* Aim of the task *
Among the lines of the data, copy those that hold "Hofwiesenstraße".

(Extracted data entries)
=== Begin Enclosure ===
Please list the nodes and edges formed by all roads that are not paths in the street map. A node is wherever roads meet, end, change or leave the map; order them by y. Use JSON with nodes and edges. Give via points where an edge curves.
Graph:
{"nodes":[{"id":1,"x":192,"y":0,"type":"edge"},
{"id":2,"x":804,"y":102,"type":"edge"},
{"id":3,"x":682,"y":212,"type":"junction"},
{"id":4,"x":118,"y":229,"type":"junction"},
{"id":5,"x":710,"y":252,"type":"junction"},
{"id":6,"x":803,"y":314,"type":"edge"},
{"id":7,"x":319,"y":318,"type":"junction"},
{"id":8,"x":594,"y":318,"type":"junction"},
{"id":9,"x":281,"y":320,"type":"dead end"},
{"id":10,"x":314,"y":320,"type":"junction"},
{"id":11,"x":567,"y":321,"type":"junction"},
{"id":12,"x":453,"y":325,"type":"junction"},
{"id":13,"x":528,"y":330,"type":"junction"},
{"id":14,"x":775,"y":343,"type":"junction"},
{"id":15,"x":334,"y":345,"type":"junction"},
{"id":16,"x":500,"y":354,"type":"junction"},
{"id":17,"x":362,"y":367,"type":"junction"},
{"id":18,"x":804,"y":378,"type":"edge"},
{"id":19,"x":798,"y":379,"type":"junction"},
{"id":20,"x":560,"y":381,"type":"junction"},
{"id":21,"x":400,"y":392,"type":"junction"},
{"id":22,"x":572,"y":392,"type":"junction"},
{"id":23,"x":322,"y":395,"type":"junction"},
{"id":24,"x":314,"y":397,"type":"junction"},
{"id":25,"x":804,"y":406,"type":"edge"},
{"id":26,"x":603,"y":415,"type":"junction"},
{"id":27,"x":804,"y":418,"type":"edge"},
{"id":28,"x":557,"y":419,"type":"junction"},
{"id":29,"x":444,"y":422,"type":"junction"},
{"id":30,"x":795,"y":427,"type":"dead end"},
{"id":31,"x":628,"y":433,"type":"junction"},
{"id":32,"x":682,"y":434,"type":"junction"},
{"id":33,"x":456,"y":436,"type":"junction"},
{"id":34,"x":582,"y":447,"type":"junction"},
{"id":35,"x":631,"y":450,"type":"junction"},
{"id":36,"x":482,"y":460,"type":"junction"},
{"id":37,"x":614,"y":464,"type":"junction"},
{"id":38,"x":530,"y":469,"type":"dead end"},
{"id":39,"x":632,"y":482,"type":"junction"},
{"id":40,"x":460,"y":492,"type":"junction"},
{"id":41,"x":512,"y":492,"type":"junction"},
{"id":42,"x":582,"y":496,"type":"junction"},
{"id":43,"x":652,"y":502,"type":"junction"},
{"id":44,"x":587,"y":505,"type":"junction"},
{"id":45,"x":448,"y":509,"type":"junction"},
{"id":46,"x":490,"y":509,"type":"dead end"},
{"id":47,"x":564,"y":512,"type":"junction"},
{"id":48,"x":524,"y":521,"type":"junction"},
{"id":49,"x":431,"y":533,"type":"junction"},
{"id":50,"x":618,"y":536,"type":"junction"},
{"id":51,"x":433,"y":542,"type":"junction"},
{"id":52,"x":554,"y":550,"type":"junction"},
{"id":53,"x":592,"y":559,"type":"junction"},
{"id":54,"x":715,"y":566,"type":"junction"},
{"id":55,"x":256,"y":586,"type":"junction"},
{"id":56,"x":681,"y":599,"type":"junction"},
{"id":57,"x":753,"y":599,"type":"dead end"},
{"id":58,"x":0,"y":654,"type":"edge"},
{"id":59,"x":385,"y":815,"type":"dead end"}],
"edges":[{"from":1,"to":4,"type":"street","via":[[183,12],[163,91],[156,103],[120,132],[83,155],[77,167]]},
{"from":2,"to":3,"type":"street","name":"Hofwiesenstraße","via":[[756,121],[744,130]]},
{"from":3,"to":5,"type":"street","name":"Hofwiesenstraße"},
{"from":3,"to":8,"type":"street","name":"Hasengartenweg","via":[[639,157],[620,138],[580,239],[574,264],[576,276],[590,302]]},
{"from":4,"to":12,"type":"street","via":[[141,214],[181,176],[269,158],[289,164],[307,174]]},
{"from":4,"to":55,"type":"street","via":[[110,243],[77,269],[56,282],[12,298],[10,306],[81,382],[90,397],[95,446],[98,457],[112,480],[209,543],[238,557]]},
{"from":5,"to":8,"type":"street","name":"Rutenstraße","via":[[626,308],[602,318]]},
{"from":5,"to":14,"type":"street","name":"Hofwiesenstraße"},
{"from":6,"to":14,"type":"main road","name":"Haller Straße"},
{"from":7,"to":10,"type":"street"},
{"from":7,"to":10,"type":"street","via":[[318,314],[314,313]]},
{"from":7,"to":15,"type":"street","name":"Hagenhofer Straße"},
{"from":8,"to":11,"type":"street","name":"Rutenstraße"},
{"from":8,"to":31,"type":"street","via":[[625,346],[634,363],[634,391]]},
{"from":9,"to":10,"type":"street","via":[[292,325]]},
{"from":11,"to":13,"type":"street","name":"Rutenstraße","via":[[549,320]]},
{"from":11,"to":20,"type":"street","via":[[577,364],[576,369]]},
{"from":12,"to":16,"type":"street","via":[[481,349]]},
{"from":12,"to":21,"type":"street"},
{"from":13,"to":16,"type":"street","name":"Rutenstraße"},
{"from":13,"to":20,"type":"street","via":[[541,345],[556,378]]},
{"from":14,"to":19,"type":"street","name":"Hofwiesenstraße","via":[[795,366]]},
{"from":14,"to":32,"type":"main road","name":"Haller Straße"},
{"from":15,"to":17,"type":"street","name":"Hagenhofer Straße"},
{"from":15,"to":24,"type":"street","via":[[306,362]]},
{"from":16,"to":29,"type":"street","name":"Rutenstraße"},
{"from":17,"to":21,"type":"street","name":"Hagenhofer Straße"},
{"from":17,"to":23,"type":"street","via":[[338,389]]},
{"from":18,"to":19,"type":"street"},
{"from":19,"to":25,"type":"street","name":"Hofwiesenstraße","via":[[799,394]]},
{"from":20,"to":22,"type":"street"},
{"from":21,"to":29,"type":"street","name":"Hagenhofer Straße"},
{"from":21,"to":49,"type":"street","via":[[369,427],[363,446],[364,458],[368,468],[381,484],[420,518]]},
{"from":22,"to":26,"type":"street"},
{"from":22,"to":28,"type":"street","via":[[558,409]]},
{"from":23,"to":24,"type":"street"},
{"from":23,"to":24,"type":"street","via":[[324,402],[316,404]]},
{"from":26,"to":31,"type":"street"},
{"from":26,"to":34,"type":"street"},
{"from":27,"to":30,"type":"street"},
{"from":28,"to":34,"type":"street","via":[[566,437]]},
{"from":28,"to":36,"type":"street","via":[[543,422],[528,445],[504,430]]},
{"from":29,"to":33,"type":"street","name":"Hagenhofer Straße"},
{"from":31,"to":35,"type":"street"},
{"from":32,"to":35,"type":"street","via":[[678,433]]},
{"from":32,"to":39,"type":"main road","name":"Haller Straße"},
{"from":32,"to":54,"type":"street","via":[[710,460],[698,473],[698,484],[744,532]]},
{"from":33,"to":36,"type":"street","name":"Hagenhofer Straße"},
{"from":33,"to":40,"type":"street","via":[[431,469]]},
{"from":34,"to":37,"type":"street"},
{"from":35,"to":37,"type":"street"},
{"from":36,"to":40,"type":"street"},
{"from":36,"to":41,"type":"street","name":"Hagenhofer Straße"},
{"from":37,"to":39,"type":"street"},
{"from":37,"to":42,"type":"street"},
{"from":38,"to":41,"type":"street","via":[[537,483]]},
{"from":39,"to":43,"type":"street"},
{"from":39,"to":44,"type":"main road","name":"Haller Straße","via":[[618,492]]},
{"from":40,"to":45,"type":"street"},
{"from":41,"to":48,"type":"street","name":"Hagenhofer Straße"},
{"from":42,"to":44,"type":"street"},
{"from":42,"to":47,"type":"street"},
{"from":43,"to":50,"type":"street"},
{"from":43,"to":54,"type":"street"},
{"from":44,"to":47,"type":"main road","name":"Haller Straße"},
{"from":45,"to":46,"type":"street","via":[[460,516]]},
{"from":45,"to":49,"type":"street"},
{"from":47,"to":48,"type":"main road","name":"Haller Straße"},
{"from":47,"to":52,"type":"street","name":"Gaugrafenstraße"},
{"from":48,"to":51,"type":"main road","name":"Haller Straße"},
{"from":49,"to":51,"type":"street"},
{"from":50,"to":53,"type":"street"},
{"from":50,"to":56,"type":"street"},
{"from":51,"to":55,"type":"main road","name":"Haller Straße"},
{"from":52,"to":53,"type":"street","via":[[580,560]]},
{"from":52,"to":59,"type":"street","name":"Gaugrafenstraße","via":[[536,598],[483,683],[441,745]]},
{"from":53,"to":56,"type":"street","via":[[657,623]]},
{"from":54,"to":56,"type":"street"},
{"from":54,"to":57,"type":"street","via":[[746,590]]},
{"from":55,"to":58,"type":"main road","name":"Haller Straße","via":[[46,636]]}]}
=== End Enclosure ===
* Your solution *
{"from":2,"to":3,"type":"street","name":"Hofwiesenstraße","via":[[756,121],[744,130]]},
{"from":3,"to":5,"type":"street","name":"Hofwiesenstraße"},
{"from":5,"to":14,"type":"street","name":"Hofwiesenstraße"},
{"from":14,"to":19,"type":"street","name":"Hofwiesenstraße","via":[[795,366]]},
{"from":19,"to":25,"type":"street","name":"Hofwiesenstraße","via":[[799,394]]},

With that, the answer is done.